L'économie mondiale continue d'avancer, mais s'appuie de plus en plus sur des réserves qui s'amenuisent et qui pourraient s'éroder rapidement si le conflit venait à se prolonger. La hausse des prix de l'énergie, la persistance de l'inflation et la flexibilité limitée de la politique monétaire érodent la résilience tant des entreprises que des ménages, rendant la croissance plus vulnérable aux chocs. Dans ce contexte, la marge d'erreur des banques centrales devient de plus en plus étroite.

En particulier, les bénéfices américains ont été le moteur du sentiment des marchés. Si des signes de fatigue devaient apparaître, qu’il s’agisse d’un affaiblissement de la demande des consommateurs, de pressions sur les marges ou d’une déception quant aux rendements des dépenses d’investissement liées à l’IA, le sentiment pourrait se détériorer, mettant en péril la résilience actuelle.

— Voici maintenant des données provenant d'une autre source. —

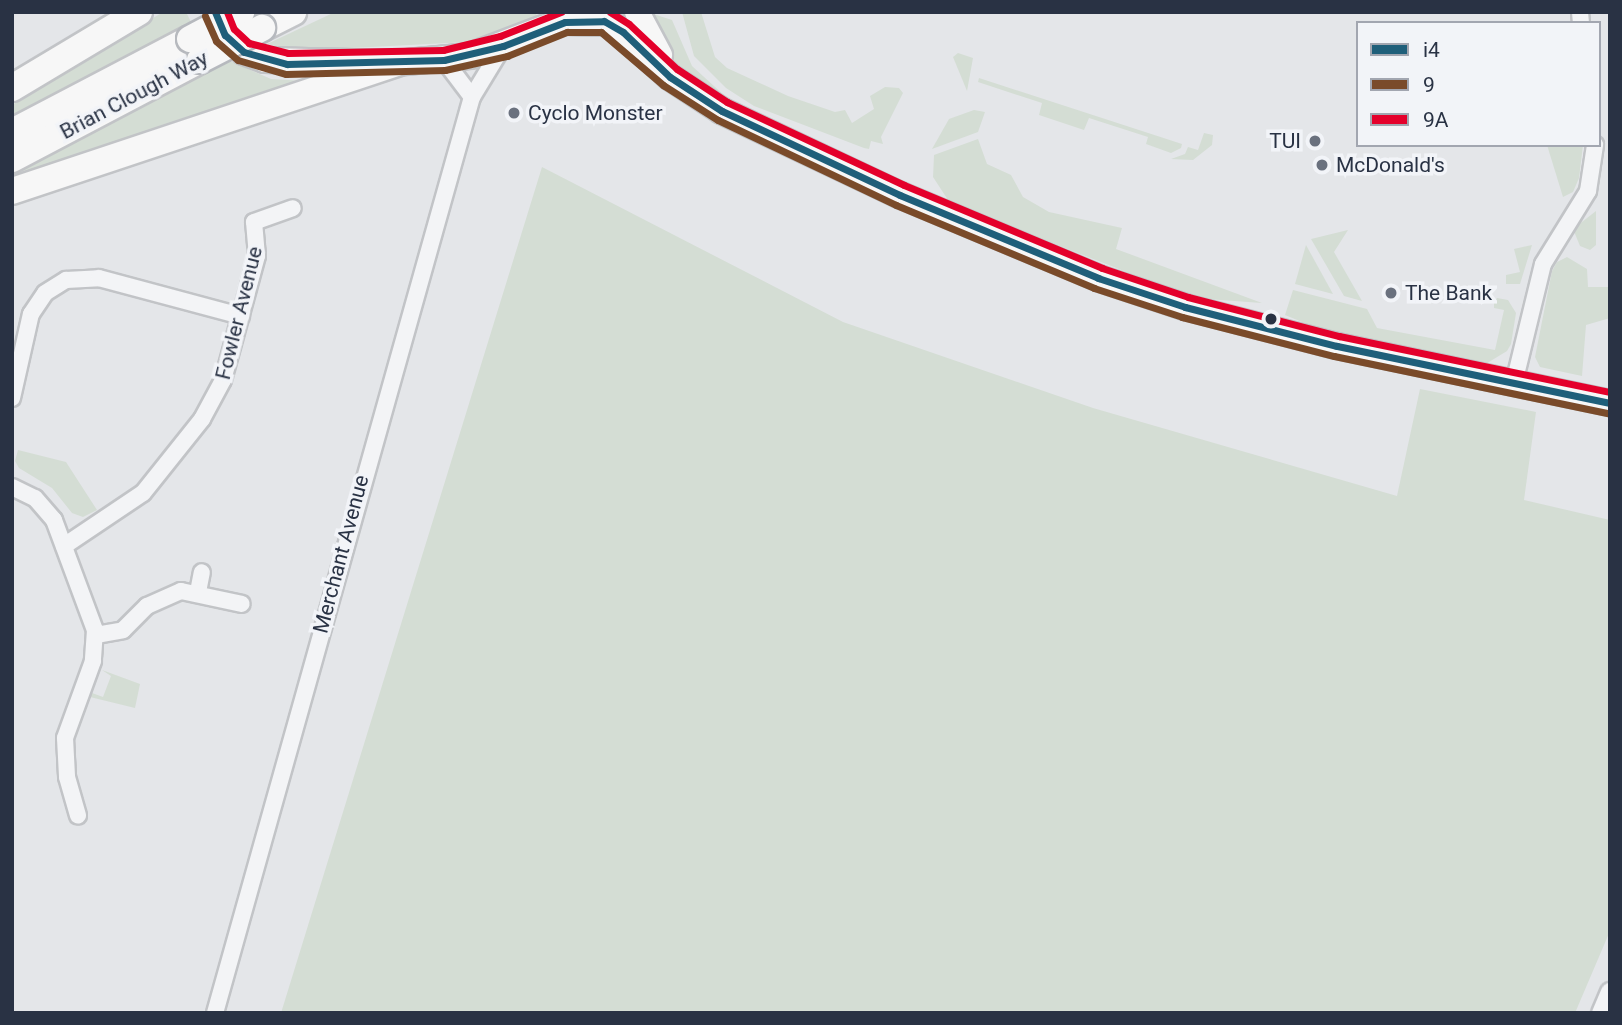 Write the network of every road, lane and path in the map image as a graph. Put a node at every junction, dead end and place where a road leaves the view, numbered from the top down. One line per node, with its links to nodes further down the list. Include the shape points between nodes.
1 (139, 12): 11 (highway)
2 (215, 12): 10 (main road, via 225,35 244,52 265,60)
3 (293, 12): 6 (highway, Brian Clough Way)
4 (637, 12): 12 (main road, via 652,43)
5 (574, 17): 7 (main road); 12 (main road, via 610,23)
6 (251, 20): 8 (highway, Brian Clough Way, bridge)
7 (503, 46): 9 (main road); 13 (street, Merchant Avenue)
8 (195, 50): 14 (highway, Brian Clough Way); 16 (highway, Brian Clough Way)
9 (444, 60): 10 (main road); 13 (street)
10 (396, 63): 17 (highway)
11 (12, 88)
12 (687, 90): 20 (main road, via 900,195 1098,278 1261,327)
13 (472, 97): 31 (street, Merchant Avenue)
14 (12, 132)
15 (1595, 147): 20 (street, via 1588,191 1543,264)
16 (12, 159)
17 (12, 191)
18 (293, 208): 19 (street, Fowler Avenue, via 254,222 258,249)
19 (241, 316): 21 (street, via 99,278 66,280 46,293 32,314); 24 (street, Fowler Avenue, via 214,400 161,474 113,516)
20 (1514, 383): 22 (main road)
21 (12, 398)
22 (1610, 403)
23 (12, 487): 24 (street, via 47,510)
24 (64, 546): 28 (street)
25 (202, 572): 26 (street)
26 (198, 592): 27 (street); 28 (street, via 181,591 151,603 123,630)
27 (242, 604)
28 (96, 635): 29 (street, via 93,662 58,726)
29 (78, 815)
30 (1610, 992): 32 (street)
31 (215, 1013)
32 (1601, 1013) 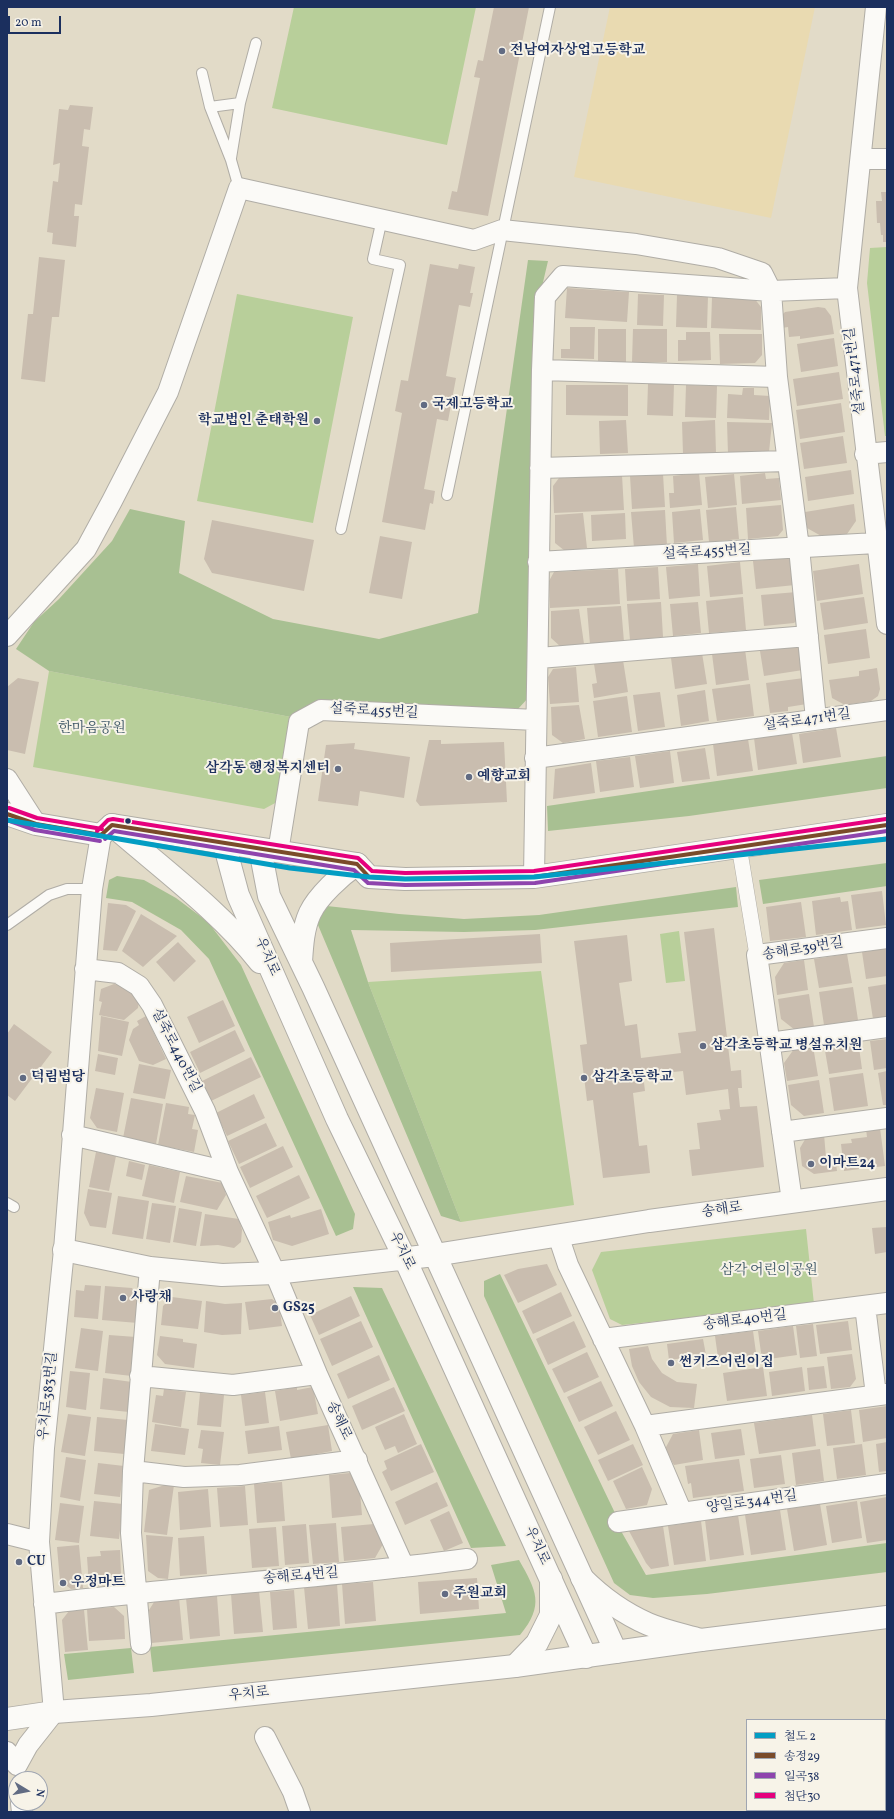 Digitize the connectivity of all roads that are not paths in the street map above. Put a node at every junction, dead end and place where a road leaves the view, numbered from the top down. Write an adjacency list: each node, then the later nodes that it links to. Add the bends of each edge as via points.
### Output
1 (550, 7): 13 (lane)
2 (876, 7): 3 (street, 설죽로471번길)
3 (880, 41): 8 (street, 설죽로471번길)
4 (256, 43): 6 (lane)
5 (202, 73): 7 (lane)
6 (240, 103): 7 (lane); 10 (lane)
7 (210, 107): 10 (lane)
8 (861, 159): 9 (street); 14 (street, 설죽로471번길)
9 (887, 159)
10 (231, 160): 11 (lane)
11 (239, 188): 12 (street); 28 (street, via 168,392 112,501 86,549)
12 (382, 219): 13 (street, via 474,240); 23 (lane, via 374,259 400,265)
13 (502, 230): 15 (street, via 636,244 718,258 762,274); 22 (lane)
14 (846, 288): 15 (street); 19 (street, 설죽로471번길)
15 (771, 291): 16 (street, via 564,276 545,297); 17 (street)
16 (542, 370): 17 (street); 21 (street)
17 (777, 377): 20 (street)
18 (887, 452): 19 (street)
19 (865, 454): 24 (street, 설죽로471번길)
20 (787, 462): 21 (street); 25 (street)
21 (540, 468): 26 (street)
22 (447, 495)
23 (341, 530)
24 (876, 543): 25 (street, 설죽로455번길); 27 (street, 설죽로471번길)
25 (799, 548): 26 (street, 설죽로455번길); 29 (street)
26 (538, 562): 30 (street)
27 (887, 624)
28 (7, 636)
29 (808, 636): 30 (street); 33 (street)
30 (538, 658): 32 (street)
31 (887, 710): 33 (street, 설죽로471번길)
32 (536, 720): 34 (street); 42 (street, 설죽로455번길, via 320,710 299,722)
33 (816, 720): 34 (street, 설죽로471번길)
34 (535, 758): 44 (street)
35 (7, 779): 37 (street)
36 (7, 814): 37 (street)
37 (36, 824): 39 (street)
38 (887, 825): 41 (street)
39 (106, 830): 40 (street); 45 (street); 51 (street, via 219,918 249,947)
40 (224, 843): 42 (street); 51 (street, 우치로, via 238,895)
41 (739, 846): 44 (street); 48 (street)
42 (269, 850): 43 (street); 49 (street, 우치로, via 269,896)
43 (357, 864): 44 (street, via 369,877); 49 (street, via 344,873 310,913 303,938)
44 (534, 877)
45 (92, 890): 46 (lane, via 67,889 49,895); 50 (street)
46 (7, 926)
47 (887, 938): 48 (street, 송해로39번길)
48 (757, 955): 53 (street, 송해로39번길)
49 (301, 964): 62 (street, 우치로)
50 (86, 969): 56 (street); 57 (street, 설죽로440번길, via 118,973 139,986 152,1005 205,1111)
51 (276, 982): 63 (street, 우치로, via 337,1119)
52 (887, 1027): 53 (street)
53 (769, 1043): 55 (street, 송해로39번길)
54 (887, 1118): 55 (street)
55 (782, 1132): 59 (street, 송해로39번길)
56 (72, 1135): 57 (street); 61 (street)
57 (228, 1172): 65 (street, 설죽로440번길)
58 (887, 1189): 59 (street, 송해로)
59 (792, 1201): 60 (street, 송해로)
60 (558, 1235): 62 (street, 송해로); 68 (street, via 568,1265)
61 (64, 1250): 64 (street, 송해로); 79 (street, 우치로383번길, via 44,1448)
62 (435, 1255): 63 (street, 송해로); 82 (street, 우치로)
63 (405, 1259): 65 (street, 송해로); 83 (street, 우치로)
64 (150, 1268): 65 (street, 송해로, via 222,1275); 70 (street)
65 (275, 1273): 69 (street, 송해로)
66 (887, 1303): 67 (street, 송해로40번길)
67 (864, 1306): 68 (street, 송해로40번길); 71 (street)
68 (603, 1339): 72 (street)
69 (316, 1374): 70 (street, via 233,1385); 73 (street, 송해로)
70 (140, 1376): 74 (street)
71 (881, 1394): 72 (street)
72 (645, 1426): 76 (street)
73 (357, 1460): 74 (street, via 240,1475 184,1477); 81 (street, 송해로)
74 (133, 1471): 84 (street, via 131,1533)
75 (887, 1484): 76 (street, 양일로344번길)
76 (682, 1513): 77 (street, 양일로344번길)
77 (618, 1522)
78 (7, 1534): 79 (street)
79 (39, 1542): 85 (street, 우치로383번길)
80 (467, 1559): 81 (street, 송해로4번길)
81 (404, 1567): 84 (street, 송해로4번길)
82 (582, 1578): 87 (street, via 599,1595 621,1610 649,1624); 89 (street, 우치로)
83 (551, 1579): 90 (street, 우치로); 91 (street, via 551,1615 538,1643)
84 (135, 1593): 85 (street, 송해로4번길); 88 (street)
85 (44, 1604): 92 (street, 우치로383번길)
86 (887, 1617): 87 (street, 우치로)
87 (701, 1640): 89 (street, 우치로)
88 (141, 1644)
89 (616, 1652): 90 (street, 우치로)
90 (586, 1657): 91 (street, 우치로)
91 (515, 1666): 92 (street, 우치로, via 151,1705)
92 (54, 1712): 93 (street, 우치로); 95 (street)
93 (7, 1719)
94 (265, 1737): 96 (street, via 293,1792)
95 (14, 1765)
96 (300, 1812)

Nous estimons donc qu’il est essentiel de rester investis tout en faisant preuve de sélectivité, en combinant une exposition à la croissance de qualité avec un portefeuille bien diversifié. Nos récents ajustements, notamment la réallocation vers les actions américaines, le maintien d’une discipline de change et la mise en place d’une protection contre le risque de baisse, reflètent cette approche équilibrée.